I paid the driver, and he left our gear on the boat ramp, an unpaved, dusty slope leading into the Kuskokwim River. Empty soda bottles swirled in the eddy. There was surprisingly little traffic for such a fair, warm summer morning. I opened my duffel bag and produced my life jacket. Dexter’s eyes widened, “Were we supposed to bring life jackets?”
I shrugged and tossed it into the dirt at my feet. I arranged the other gear out of my way and sat down. I folded the panels of the jacket over each other and arranged it behind me. Next I pulled my parka out and draped it over my shoulders and torso. Dexter’s eyes widened more. “What are you doing?”
“Getting comfortable. I was up at 4 to sort the tools you didn’t put away when we got back Friday. I called from the airport. He’ll be an hour or better.” I flopped the hood over my head to keep the sun out of my eyes.

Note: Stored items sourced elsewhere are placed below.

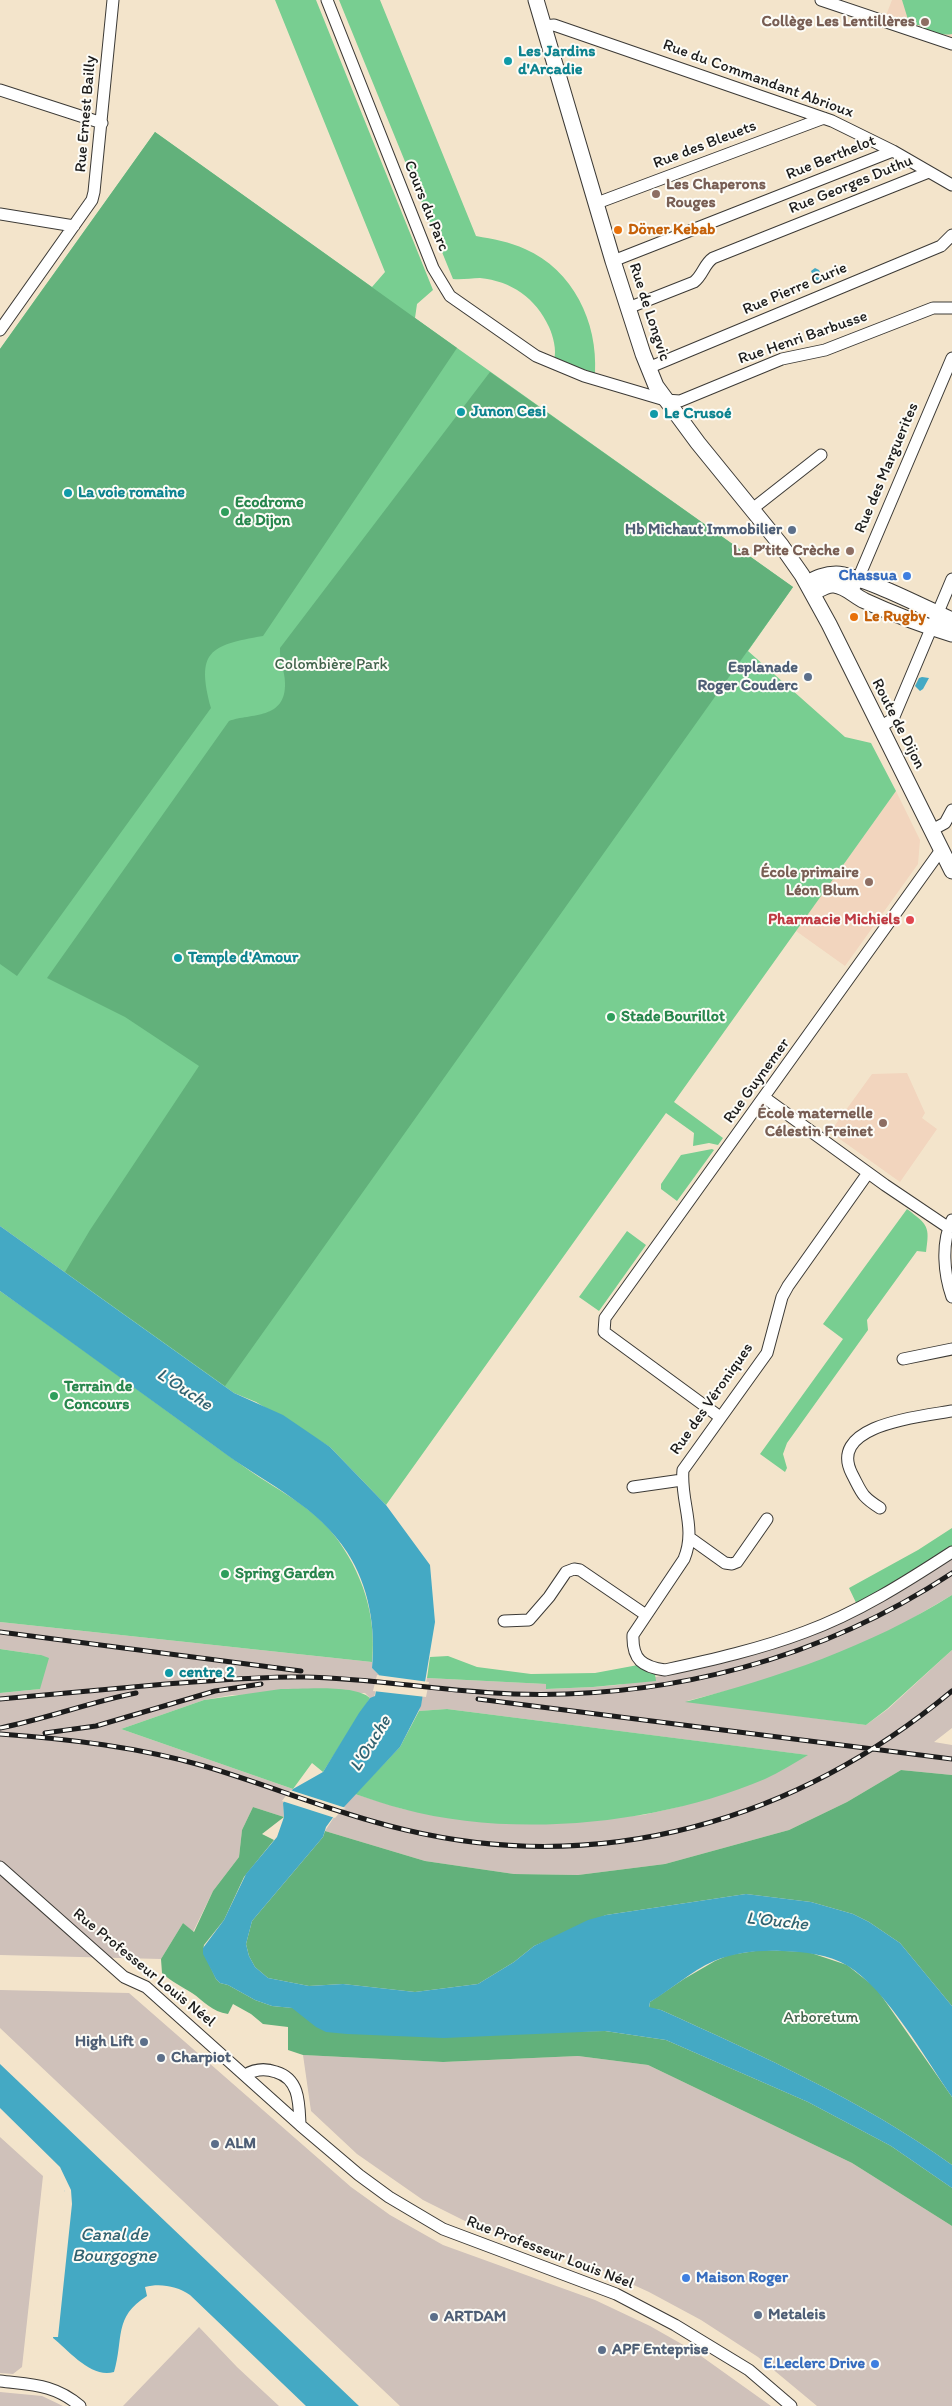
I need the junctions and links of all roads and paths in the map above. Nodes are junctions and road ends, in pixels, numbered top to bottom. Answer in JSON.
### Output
{"nodes":[{"id":1,"x":113,"y":0,"type":"edge"},
{"id":2,"x":327,"y":0,"type":"edge"},
{"id":3,"x":536,"y":0,"type":"edge"},
{"id":4,"x":820,"y":0,"type":"edge"},
{"id":5,"x":544,"y":26,"type":"junction"},
{"id":6,"x":952,"y":44,"type":"edge"},
{"id":7,"x":0,"y":90,"type":"edge"},
{"id":8,"x":824,"y":118,"type":"junction"},
{"id":9,"x":102,"y":123,"type":"junction"},
{"id":10,"x":893,"y":151,"type":"junction"},
{"id":11,"x":929,"y":172,"type":"junction"},
{"id":12,"x":952,"y":186,"type":"edge"},
{"id":13,"x":597,"y":203,"type":"junction"},
{"id":14,"x":0,"y":214,"type":"edge"},
{"id":15,"x":74,"y":226,"type":"junction"},
{"id":16,"x":952,"y":235,"type":"edge"},
{"id":17,"x":614,"y":261,"type":"junction"},
{"id":18,"x":628,"y":308,"type":"junction"},
{"id":19,"x":952,"y":308,"type":"edge"},
{"id":20,"x":0,"y":330,"type":"edge"},
{"id":21,"x":952,"y":358,"type":"edge"},
{"id":22,"x":648,"y":368,"type":"junction"},
{"id":23,"x":665,"y":400,"type":"junction"},
{"id":24,"x":821,"y":454,"type":"dead end"},
{"id":25,"x":751,"y":510,"type":"junction"},
{"id":26,"x":952,"y":579,"type":"edge"},
{"id":27,"x":855,"y":586,"type":"junction"},
{"id":28,"x":810,"y":588,"type":"junction"},
{"id":29,"x":938,"y":614,"type":"junction"},
{"id":30,"x":952,"y":620,"type":"edge"},
{"id":31,"x":931,"y":628,"type":"junction"},
{"id":32,"x":952,"y":634,"type":"edge"},
{"id":33,"x":880,"y":727,"type":"junction"},
{"id":34,"x":952,"y":810,"type":"edge"},
{"id":35,"x":932,"y":830,"type":"junction"},
{"id":36,"x":941,"y":850,"type":"junction"},
{"id":37,"x":952,"y":871,"type":"edge"},
{"id":38,"x":765,"y":1098,"type":"junction"},
{"id":39,"x":868,"y":1173,"type":"junction"},
{"id":40,"x":950,"y":1224,"type":"edge"},
{"id":41,"x":952,"y":1297,"type":"edge"},
{"id":42,"x":952,"y":1349,"type":"edge"},
{"id":43,"x":903,"y":1359,"type":"dead end"},
{"id":44,"x":952,"y":1411,"type":"edge"},
{"id":45,"x":720,"y":1417,"type":"junction"},
{"id":46,"x":682,"y":1480,"type":"junction"},
{"id":47,"x":633,"y":1487,"type":"dead end"},
{"id":48,"x":880,"y":1508,"type":"dead end"},
{"id":49,"x":767,"y":1519,"type":"dead end"},
{"id":50,"x":690,"y":1538,"type":"junction"},
{"id":51,"x":952,"y":1552,"type":"edge"},
{"id":52,"x":646,"y":1615,"type":"junction"},
{"id":53,"x":504,"y":1621,"type":"dead end"},
{"id":54,"x":0,"y":1867,"type":"edge"},
{"id":55,"x":245,"y":2075,"type":"junction"},
{"id":56,"x":300,"y":2125,"type":"junction"},
{"id":57,"x":0,"y":2381,"type":"edge"},
{"id":58,"x":80,"y":2406,"type":"edge"},
{"id":59,"x":791,"y":2406,"type":"edge"}],
"edges":[{"from":1,"to":9,"type":"street","name":"Rue Ernest Bailly"},
{"from":2,"to":23,"type":"street","name":"Cours du Parc"},
{"from":3,"to":5,"type":"main road","name":"Rue de Longvic"},
{"from":4,"to":6,"type":"street"},
{"from":5,"to":8,"type":"street","name":"Rue du Commandant Abrioux"},
{"from":5,"to":13,"type":"main road","name":"Rue de Longvic"},
{"from":7,"to":9,"type":"street"},
{"from":8,"to":10,"type":"street","name":"Rue du Commandant Abrioux"},
{"from":8,"to":13,"type":"street","name":"Rue des Bleuets"},
{"from":9,"to":15,"type":"street","name":"Rue Ernest Bailly"},
{"from":10,"to":11,"type":"street","name":"Rue du Commandant Abrioux"},
{"from":10,"to":17,"type":"street","name":"Rue Berthelot"},
{"from":11,"to":12,"type":"street","name":"Rue du Commandant Abrioux"},
{"from":11,"to":18,"type":"street","name":"Rue Georges Duthu"},
{"from":13,"to":17,"type":"main road","name":"Rue de Longvic"},
{"from":14,"to":15,"type":"street"},
{"from":15,"to":20,"type":"street","name":"Rue Ernest Bailly"},
{"from":16,"to":22,"type":"street","name":"Rue Pierre Curie"},
{"from":17,"to":18,"type":"main road","name":"Rue de Longvic"},
{"from":18,"to":22,"type":"main road","name":"Rue de Longvic"},
{"from":19,"to":23,"type":"street","name":"Rue Henri Barbusse"},
{"from":21,"to":27,"type":"street","name":"Rue des Marguerites"},
{"from":22,"to":23,"type":"main road","name":"Rue de Longvic"},
{"from":23,"to":25,"type":"main road","name":"Rue de Longvic"},
{"from":24,"to":25,"type":"street"},
{"from":25,"to":28,"type":"main road","name":"Rue de Longvic"},
{"from":26,"to":29,"type":"street"},
{"from":27,"to":28,"type":"main road"},
{"from":27,"to":29,"type":"main road"},
{"from":27,"to":31,"type":"main road"},
{"from":28,"to":33,"type":"main road","name":"Route de Dijon"},
{"from":29,"to":30,"type":"main road"},
{"from":29,"to":31,"type":"street"},
{"from":31,"to":32,"type":"main road"},
{"from":31,"to":33,"type":"street"},
{"from":33,"to":35,"type":"main road","name":"Route de Dijon"},
{"from":34,"to":35,"type":"street"},
{"from":35,"to":36,"type":"main road","name":"Route de Dijon"},
{"from":36,"to":37,"type":"main road","name":"Route de Dijon"},
{"from":36,"to":38,"type":"street","name":"Rue Guynemer"},
{"from":38,"to":39,"type":"street"},
{"from":38,"to":45,"type":"street","name":"Rue Guynemer"},
{"from":39,"to":40,"type":"street"},
{"from":39,"to":45,"type":"street","name":"Rue des Véroniques"},
{"from":40,"to":41,"type":"street"},
{"from":42,"to":43,"type":"street"},
{"from":44,"to":48,"type":"street"},
{"from":45,"to":46,"type":"street","name":"Rue des Véroniques"},
{"from":46,"to":47,"type":"street"},
{"from":46,"to":50,"type":"street","name":"Rue des Véroniques"},
{"from":49,"to":50,"type":"street"},
{"from":50,"to":52,"type":"street","name":"Rue des Véroniques"},
{"from":51,"to":52,"type":"street","name":"Rue des Véroniques"},
{"from":52,"to":53,"type":"street"},
{"from":54,"to":55,"type":"street","name":"Rue Professeur Louis Néel"},
{"from":55,"to":56,"type":"street","name":"Rue Professeur Louis Néel"},
{"from":55,"to":56,"type":"street"},
{"from":56,"to":59,"type":"street","name":"Rue Professeur Louis Néel"},
{"from":57,"to":58,"type":"street"}]}
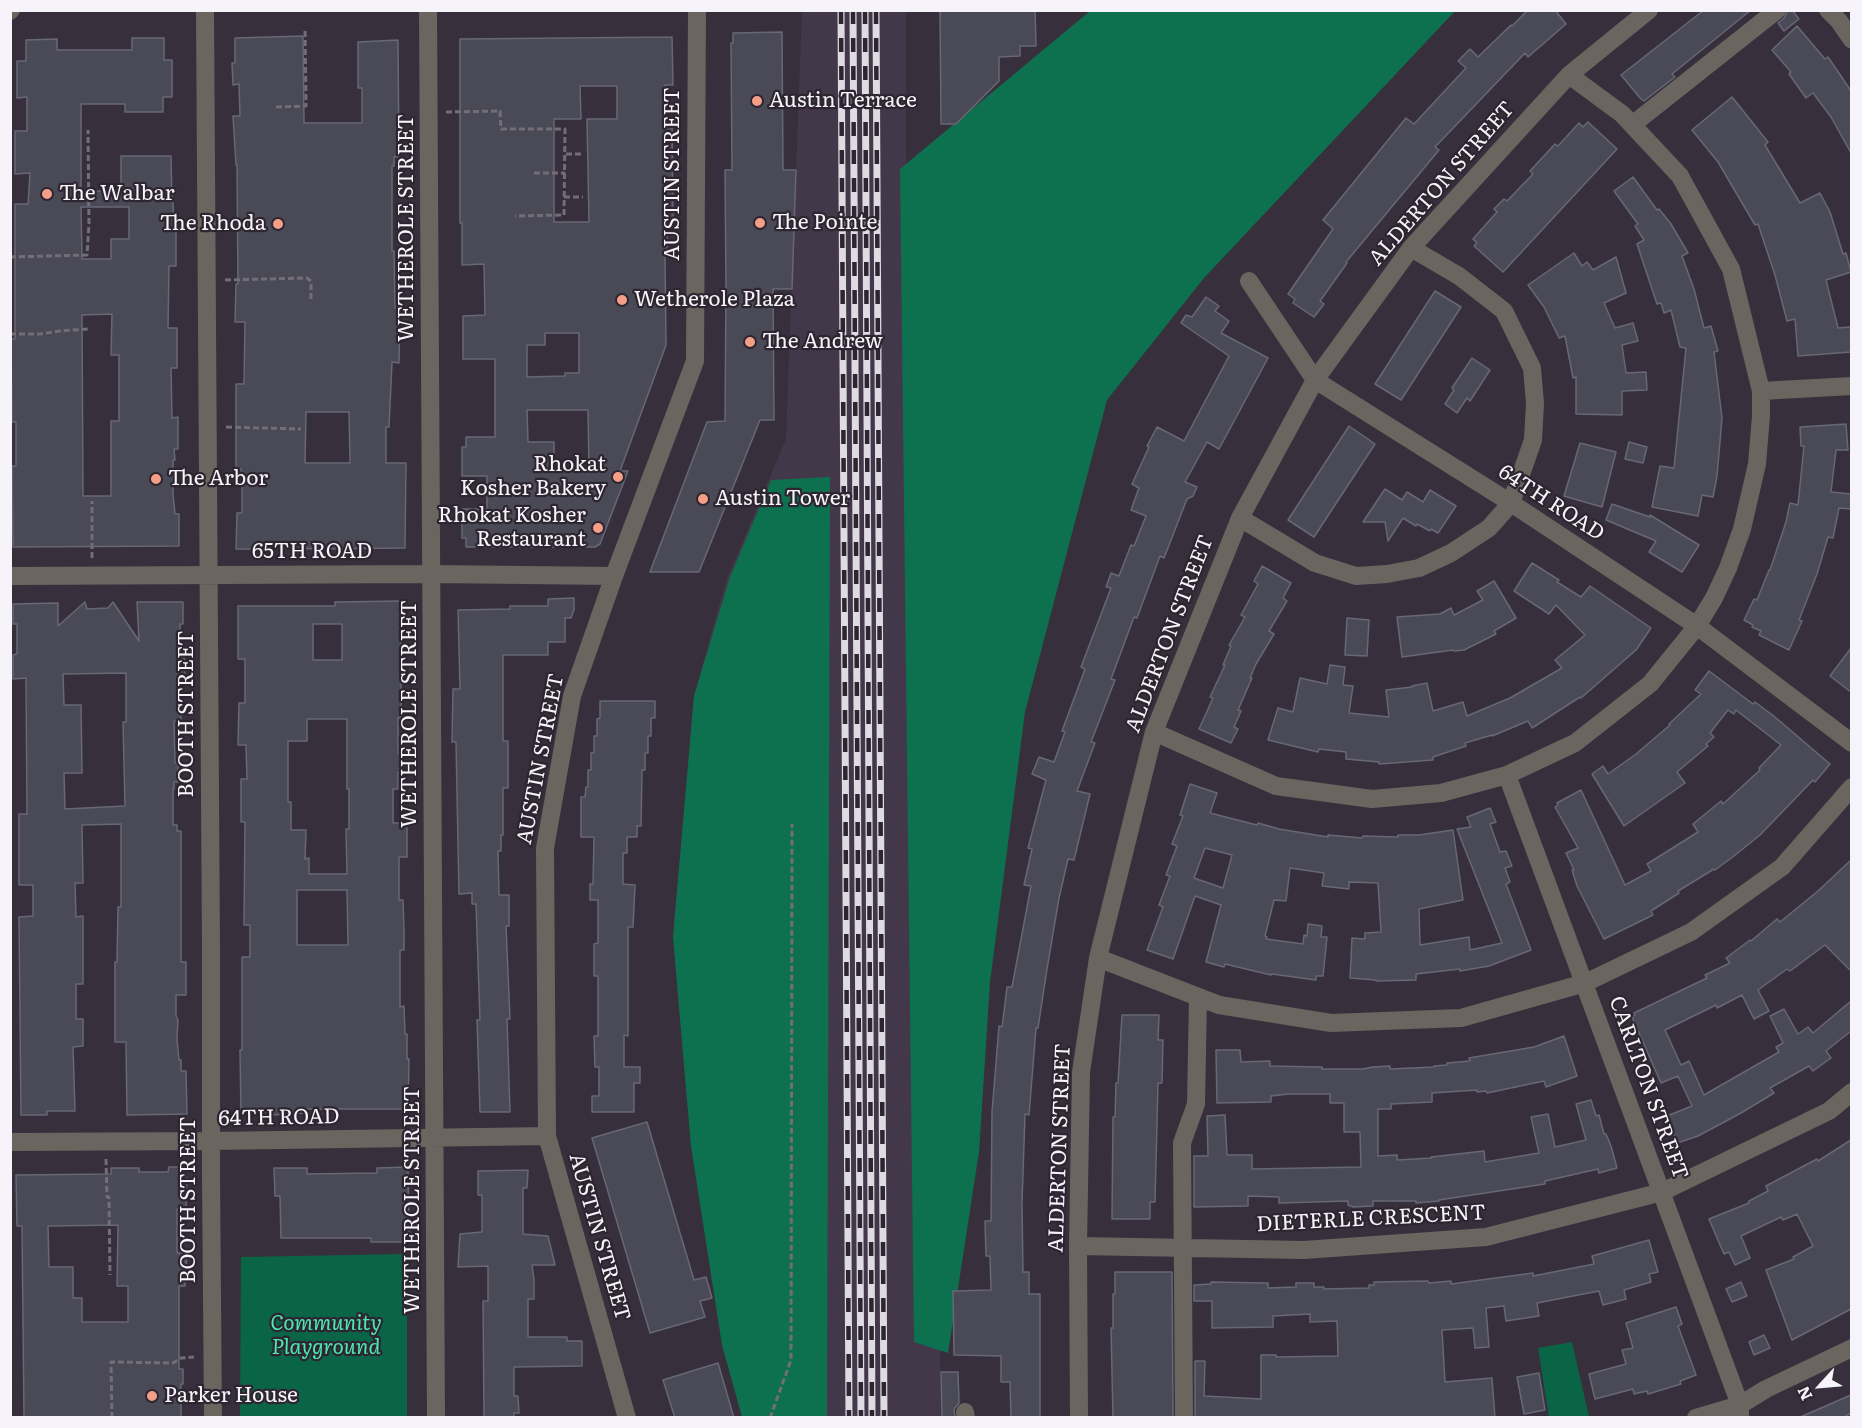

Some time later, I heard shuffling about my head and cracked one eye to see Dexter, life jacket a size too small hiked up into his armpits, loading the last of the gear into a skiff pulled up in the dirt. I rolled over to see Yogi towering over me in all of his four feet and eleven inches. He spoke almost no English, but his face was wide with a grin, and his belly shook a little as he chuckled at the “gussuck” asleep in the dirt. He helped me up and pointed to the boat. I made my way to one of the aluminum benches and sat, leaning forward on my knees and rubbing the longest nap I’d take for a out of my eyes. Yogi handed me a chunk of dry fish and his thermos cup full of coffee, slid the boat back into the river and motored away. As we turned the corner away from Bethel, I watched two swans patrolling back and forth in front of the bank and leaned slightly as Yogi steered to the side of the channel. The day was finally truly under way, more smoothly and a little more rested than I had envisioned when we left Anchorage. I leaned back with another piece of fish and enjoyed breakfast as we motored away up to Kwethluk.
This is a story about patience with circumstances as I experienced it in the YK in the summer of 2001.